Yet business school programs have remained largely national rather than international. Some business schools have tested the waters by expanding the global reach of their activities. However, many MBA programs remain culturally limited on a variety of measures. Consider the mix of students at some leading American business schools. At Harvard Business School, non-Americans make up 33 percent of the MBA intake. At UCLA’s Anderson School of Management, the figure is 24 percent. By contrast, non-U.K. citizens account for 79 percent of London Business School’s MBA intake.

The second message from our interviews is that the new business education agenda must be multidisciplinary.

In the real world of business, managers are increasingly expected to contribute to multifunctional teams and work on projects that draw on a range of disciplines. Yet the way managers are taught in business schools remains one-dimensional. Schools are organized according to communities of scholarly interest. They are bound by functional disciplines rather than reflecting business reality. Despite the fact that companies must break down their functional silos to succeed, the core MBA subjects and the way they are taught have remained largely unchanged. The basics — and the isolation — of marketing, operations, organizational behavior, IT, finance, economics, accounting, and strategy endure.

In part, this reflects the nature of business schools: They try to straddle the academic and business worlds. Traditionally, universities have identified their main mission as creating and disseminating knowledge. Accordingly, academia has been organized along neat functional lines. But businesses are not. Companies increasingly see knowledge as a commodity — and a highly perishable one at that.
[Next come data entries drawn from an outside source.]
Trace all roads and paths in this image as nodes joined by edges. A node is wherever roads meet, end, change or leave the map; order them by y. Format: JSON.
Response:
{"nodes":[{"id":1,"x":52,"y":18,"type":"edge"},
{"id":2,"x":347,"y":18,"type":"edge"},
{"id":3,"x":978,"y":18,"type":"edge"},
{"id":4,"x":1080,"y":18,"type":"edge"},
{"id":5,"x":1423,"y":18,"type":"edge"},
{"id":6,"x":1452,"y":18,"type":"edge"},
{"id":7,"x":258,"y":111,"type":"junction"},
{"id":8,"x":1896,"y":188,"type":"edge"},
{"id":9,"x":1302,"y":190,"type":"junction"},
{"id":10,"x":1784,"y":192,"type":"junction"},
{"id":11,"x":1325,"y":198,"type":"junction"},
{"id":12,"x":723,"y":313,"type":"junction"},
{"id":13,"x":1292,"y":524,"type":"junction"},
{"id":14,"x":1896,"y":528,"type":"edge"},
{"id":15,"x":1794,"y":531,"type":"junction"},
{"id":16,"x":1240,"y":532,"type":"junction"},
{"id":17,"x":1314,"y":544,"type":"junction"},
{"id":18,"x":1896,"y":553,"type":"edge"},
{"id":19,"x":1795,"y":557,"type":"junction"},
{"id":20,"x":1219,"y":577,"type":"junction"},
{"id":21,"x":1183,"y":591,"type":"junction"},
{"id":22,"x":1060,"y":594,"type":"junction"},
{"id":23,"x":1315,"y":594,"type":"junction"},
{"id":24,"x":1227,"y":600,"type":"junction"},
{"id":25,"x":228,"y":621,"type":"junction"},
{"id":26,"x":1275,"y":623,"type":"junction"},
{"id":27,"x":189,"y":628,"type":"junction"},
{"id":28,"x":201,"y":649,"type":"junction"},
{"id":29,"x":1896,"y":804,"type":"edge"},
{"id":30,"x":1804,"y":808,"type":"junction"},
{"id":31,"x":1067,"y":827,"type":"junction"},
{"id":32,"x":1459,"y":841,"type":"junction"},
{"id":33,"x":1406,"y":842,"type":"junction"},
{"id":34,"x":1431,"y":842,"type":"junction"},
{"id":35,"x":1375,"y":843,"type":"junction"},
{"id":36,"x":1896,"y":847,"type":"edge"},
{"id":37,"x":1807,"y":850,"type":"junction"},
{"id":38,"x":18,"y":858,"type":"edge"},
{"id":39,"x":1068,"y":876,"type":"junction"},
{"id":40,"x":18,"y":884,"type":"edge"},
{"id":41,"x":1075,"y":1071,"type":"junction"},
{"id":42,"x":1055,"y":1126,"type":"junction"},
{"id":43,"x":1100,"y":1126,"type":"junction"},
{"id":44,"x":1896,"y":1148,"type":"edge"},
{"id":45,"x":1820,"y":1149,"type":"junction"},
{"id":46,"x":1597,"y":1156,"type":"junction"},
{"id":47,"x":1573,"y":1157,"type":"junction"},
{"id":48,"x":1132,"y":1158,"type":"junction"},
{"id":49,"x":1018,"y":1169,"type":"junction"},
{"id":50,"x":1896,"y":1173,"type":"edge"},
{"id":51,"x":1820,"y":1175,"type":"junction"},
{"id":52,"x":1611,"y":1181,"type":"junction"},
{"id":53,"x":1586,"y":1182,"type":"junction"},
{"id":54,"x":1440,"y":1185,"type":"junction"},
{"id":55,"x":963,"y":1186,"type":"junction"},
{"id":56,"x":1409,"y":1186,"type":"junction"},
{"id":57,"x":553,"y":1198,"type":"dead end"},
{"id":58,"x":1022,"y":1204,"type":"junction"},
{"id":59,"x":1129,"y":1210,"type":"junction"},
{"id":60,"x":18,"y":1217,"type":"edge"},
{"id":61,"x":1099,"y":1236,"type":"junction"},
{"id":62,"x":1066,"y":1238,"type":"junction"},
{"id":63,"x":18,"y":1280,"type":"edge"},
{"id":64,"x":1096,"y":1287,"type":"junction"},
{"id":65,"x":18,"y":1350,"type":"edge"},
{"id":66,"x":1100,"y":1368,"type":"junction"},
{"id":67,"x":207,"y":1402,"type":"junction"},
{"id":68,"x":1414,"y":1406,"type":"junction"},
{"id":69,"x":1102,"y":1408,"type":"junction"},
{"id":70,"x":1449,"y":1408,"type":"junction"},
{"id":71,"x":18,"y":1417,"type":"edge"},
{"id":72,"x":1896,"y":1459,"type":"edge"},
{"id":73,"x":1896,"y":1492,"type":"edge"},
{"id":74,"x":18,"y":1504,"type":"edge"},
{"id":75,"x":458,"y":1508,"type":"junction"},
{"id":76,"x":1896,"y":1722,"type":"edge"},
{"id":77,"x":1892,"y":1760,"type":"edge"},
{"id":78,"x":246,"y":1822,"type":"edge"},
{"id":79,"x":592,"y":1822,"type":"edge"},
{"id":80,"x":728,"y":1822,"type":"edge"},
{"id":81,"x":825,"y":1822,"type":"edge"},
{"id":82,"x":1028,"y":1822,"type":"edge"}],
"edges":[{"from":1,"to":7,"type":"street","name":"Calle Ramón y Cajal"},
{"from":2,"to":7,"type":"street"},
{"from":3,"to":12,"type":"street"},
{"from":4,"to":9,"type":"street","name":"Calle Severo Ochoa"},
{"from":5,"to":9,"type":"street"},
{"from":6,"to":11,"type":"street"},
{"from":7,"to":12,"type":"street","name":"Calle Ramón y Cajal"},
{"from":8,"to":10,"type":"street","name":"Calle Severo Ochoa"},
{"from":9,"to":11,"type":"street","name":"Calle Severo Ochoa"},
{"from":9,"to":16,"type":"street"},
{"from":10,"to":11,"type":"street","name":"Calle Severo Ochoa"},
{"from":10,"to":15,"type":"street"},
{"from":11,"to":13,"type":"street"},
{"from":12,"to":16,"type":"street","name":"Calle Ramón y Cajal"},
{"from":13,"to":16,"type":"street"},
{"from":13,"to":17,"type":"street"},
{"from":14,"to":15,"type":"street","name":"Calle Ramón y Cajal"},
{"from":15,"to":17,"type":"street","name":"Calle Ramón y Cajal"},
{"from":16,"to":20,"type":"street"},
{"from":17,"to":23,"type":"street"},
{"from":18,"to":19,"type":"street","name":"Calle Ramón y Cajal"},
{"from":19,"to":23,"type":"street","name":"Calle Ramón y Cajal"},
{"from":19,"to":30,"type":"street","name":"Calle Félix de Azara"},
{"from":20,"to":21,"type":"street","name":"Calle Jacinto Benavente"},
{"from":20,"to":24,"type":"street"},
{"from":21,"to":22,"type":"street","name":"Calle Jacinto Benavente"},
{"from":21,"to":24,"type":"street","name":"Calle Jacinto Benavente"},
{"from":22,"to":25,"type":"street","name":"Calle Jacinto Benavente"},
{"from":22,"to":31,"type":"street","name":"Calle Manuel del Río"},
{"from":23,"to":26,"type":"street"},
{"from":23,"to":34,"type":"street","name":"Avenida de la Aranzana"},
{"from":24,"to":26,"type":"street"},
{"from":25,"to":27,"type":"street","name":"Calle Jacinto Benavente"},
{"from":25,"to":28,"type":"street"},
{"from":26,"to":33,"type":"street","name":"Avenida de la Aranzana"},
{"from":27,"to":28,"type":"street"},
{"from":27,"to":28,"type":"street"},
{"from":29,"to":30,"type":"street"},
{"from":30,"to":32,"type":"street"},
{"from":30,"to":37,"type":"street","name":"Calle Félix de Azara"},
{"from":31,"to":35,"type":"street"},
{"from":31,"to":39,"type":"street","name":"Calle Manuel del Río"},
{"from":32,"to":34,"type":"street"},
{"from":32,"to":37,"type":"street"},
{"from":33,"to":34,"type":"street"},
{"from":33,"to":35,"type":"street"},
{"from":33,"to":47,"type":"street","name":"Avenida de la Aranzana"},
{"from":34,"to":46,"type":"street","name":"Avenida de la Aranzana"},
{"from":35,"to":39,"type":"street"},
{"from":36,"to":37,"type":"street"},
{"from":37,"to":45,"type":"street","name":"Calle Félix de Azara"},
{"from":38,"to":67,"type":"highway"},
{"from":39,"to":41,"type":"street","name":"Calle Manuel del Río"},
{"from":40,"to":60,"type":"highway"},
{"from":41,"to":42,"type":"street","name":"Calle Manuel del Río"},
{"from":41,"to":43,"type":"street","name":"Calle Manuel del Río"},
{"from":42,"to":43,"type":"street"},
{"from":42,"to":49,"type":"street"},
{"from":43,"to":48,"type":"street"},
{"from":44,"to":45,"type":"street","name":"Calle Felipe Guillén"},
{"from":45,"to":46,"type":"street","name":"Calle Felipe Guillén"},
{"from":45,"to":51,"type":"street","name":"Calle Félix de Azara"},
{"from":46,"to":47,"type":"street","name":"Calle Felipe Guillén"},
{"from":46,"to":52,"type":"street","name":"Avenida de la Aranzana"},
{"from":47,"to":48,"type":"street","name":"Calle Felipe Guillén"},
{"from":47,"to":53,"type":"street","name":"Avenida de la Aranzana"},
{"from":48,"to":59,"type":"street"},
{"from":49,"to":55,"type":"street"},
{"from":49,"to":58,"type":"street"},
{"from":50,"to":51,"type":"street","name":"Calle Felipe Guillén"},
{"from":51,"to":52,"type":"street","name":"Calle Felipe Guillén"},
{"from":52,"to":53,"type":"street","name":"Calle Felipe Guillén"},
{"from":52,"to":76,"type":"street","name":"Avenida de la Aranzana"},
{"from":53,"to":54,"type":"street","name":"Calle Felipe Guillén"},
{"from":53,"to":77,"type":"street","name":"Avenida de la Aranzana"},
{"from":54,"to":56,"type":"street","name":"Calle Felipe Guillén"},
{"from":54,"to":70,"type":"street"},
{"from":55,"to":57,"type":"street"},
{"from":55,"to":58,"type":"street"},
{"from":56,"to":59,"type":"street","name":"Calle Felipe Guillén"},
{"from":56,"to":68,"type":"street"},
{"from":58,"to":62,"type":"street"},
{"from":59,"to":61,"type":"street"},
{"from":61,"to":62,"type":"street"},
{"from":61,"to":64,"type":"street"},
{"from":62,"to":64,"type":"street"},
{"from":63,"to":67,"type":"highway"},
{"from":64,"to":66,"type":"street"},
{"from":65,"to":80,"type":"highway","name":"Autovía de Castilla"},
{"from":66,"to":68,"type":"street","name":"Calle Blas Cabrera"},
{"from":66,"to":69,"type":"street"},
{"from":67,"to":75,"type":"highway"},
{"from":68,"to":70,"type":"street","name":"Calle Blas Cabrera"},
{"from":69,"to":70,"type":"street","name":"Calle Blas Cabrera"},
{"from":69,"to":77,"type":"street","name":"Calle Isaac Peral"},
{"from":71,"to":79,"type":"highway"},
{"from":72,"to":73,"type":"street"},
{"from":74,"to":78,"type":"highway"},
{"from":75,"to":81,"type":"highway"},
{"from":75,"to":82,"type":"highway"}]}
Thus, deep functional knowledge is now little more than an entry ticket into management. To enable end-users to move from the cheap seats to the front row of business leadership, business schools must develop a new approach to teaching and learning.

This brings us to the third item on the new agenda: Business education now has to go beyond the passive transfer of theoretical knowledge to the application of practical knowledge. Business schools have traditionally provided a reflective learning space, a place to absorb information and knowledge. But the new agenda must be practical and action oriented.

Retooling the Executive
Why the changes? The fact is that executive life has changed. Only 20 years ago, the capabilities required of successful executives involved functional expertise. Apart from occasional forays to overseas subsidiaries, executive life was monocultural. The role of senior executives was carefully — perhaps comfortably — delineated. Communication was local and personal, and was managed to fit the executive’s convenience.
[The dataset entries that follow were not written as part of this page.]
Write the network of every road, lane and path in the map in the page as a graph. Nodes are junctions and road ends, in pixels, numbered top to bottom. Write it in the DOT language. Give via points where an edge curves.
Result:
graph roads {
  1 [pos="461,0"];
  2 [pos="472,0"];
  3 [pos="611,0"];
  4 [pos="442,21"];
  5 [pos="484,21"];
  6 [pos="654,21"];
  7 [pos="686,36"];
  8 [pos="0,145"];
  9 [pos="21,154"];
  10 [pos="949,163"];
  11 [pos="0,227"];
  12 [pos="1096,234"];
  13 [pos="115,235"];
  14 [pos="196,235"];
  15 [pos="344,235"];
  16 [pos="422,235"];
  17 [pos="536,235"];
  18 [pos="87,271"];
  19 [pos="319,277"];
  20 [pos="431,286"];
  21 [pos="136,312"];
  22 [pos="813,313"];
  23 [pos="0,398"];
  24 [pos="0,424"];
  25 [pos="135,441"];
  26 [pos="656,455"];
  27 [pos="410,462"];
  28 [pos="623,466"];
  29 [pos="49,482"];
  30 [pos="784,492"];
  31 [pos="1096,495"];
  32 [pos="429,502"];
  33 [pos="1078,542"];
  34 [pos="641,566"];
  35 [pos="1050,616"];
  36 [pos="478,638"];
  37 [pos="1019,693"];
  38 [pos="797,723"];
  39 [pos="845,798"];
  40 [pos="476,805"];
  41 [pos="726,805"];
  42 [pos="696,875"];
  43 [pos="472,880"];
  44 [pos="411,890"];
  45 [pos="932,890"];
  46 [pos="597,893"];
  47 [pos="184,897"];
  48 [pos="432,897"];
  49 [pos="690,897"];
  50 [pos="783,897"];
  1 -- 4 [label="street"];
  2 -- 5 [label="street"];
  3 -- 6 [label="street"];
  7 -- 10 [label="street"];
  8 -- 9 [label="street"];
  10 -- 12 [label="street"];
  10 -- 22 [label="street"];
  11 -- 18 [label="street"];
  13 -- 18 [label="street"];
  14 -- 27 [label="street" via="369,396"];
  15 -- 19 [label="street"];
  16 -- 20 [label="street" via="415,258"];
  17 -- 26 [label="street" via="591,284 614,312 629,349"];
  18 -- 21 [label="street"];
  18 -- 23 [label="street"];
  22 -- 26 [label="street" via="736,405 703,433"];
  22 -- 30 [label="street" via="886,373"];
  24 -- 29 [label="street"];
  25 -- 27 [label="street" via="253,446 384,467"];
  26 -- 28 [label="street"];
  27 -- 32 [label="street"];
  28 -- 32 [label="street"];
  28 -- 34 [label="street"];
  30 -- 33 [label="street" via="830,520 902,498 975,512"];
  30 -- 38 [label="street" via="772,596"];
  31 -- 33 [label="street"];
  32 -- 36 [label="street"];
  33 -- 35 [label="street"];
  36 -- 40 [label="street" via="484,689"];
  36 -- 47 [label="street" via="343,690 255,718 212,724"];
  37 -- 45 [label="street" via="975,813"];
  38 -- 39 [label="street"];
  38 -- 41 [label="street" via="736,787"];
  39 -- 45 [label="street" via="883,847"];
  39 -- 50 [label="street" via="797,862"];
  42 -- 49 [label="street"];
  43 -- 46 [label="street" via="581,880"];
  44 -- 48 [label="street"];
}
Things have unquestionably changed. Markets are multinational. Communication is global, instant, and constant. In this environment of — pardon the clichés, but they are all quite real — 24/7 contact, triband cell phones, the BlackBerry, frequent-flyer families, airport-lounge showers, long-distance teams, and extensively extended enterprises, the successful executive has to be flexible, multidimensional, and global.

Globalization is not simply the transfer of work to emerging economies. Globalization is an art — an art of human relations that, like other arts, is premised on insights gleaned from teaching and from experience, and honed by continual practice, day in and day out, in the executive suites of the world’s corporations. Globalization concerns the exercise of management and leadership on a worldwide scale. Global business is not the sole preserve of large companies. For small and medium-sized enterprises, too, it is neither a theory nor a discussion point, but a fact of life.
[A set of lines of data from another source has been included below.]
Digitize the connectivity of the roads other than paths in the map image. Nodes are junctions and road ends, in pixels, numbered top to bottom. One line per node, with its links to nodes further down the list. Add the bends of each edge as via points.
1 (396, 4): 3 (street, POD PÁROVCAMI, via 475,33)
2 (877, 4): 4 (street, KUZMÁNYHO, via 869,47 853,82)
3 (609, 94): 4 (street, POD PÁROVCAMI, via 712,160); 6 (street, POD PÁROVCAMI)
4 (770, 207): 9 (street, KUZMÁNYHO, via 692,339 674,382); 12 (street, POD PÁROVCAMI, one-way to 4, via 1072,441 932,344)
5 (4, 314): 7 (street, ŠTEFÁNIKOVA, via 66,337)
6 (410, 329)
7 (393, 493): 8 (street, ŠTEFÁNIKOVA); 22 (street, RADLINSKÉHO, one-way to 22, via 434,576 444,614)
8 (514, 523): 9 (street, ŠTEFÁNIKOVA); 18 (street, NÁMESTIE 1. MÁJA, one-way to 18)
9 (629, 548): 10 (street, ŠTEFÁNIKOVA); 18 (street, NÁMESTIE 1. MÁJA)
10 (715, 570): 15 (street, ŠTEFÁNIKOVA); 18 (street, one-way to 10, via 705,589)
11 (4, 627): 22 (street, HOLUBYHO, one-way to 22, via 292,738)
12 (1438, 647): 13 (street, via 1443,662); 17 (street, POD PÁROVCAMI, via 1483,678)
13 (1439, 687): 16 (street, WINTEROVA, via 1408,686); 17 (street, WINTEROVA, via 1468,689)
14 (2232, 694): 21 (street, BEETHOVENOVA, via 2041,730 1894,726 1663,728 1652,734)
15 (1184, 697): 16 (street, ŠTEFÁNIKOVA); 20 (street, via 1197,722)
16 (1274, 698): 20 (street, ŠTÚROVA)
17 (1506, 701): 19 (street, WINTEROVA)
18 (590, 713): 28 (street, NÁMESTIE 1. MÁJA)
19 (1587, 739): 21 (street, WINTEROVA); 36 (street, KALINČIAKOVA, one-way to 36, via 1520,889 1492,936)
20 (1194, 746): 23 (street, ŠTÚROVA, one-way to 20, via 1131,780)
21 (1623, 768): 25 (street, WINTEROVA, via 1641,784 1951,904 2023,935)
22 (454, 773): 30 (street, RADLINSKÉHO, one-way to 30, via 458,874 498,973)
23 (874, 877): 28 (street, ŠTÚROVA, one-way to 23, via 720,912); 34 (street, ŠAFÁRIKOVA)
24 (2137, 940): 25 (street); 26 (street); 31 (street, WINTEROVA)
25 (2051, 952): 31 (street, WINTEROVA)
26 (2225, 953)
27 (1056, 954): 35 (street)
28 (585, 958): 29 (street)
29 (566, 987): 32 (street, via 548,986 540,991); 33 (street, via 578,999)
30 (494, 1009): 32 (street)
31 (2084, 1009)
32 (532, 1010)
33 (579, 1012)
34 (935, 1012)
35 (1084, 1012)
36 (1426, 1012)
Our “expert witnesses” developed a list of global business capabilities that, at first glance, seems daunting in its length. The 39 capabilities run the gamut from understanding global macroeconomics to thriving on change. (See Exhibit 1.) Interviewees resisted attempts to rationalize the list into a handful of universally applicable silver bullets. Indeed, individuals were as likely to add to the list of required capabilities as to distill it.

To make sense of these responses, we developed a taxonomy for executive capabilities in the global marketplace. We decided that it was possible to divide the 39 most frequently cited capabilities into three basic categories of global business capabilities: knowledge, skills, and attributes.

These are not simply different in content. They are different in essence. We can teach knowledge, but we need to train people in skills, and we can only develop attributes. This changes not only the what of management education, but also the how and who of the process.

Of course, the three global capabilities are not written in tablets of stone. The mix and importance of knowledge, skills, and attributes shift as an executive’s career evolves from individual contributor to team leader to organization leader. Equally, the emphasis on particular skills and especially attributes within an organization will differ according to its industry, its competitive approach, and its culture.

But if global business capabilities are understood and approached in this way, we believe the implications for businesses and executive education providers, although still substantial, can be more easily assimilated. For business schools especially, this taxonomy makes clear that the focus must broaden. And for companies and individual executives, the taxonomy provides an accessible reminder that the development process is multifaceted and must be career-long.

• Knowledge. The foundation of global business capabilities is knowledge. Knowledge can be defined as understanding gained through experience or study. Knowledge covers subjects such as strategy, economics, decision sciences, and accounting. Knowledge is the base information required by successful managers to operate at the lowest managerial levels.

“We expect a certain level of knowledge, memory muscle, and understanding of what it takes to build a global brand,” is how Tony Vernon, president of Centocor Inc., part of Johnson & Johnson, described his expectations of recruits.

Business schools have long specialized in providing this sort of knowledge. It can be taught by a professor on a podium in a lecture hall. But such knowledge is only part of what recruiters now look for. Knowledge alone is insufficient — and increasingly short-lived. Consider the threat to graduate business schools on this front from their undergraduate “cousins.” In the United States, business majors, 14 percent of the undergraduate degrees in 1971, accounted for 21 percent of the undergraduate degrees awarded in 2001.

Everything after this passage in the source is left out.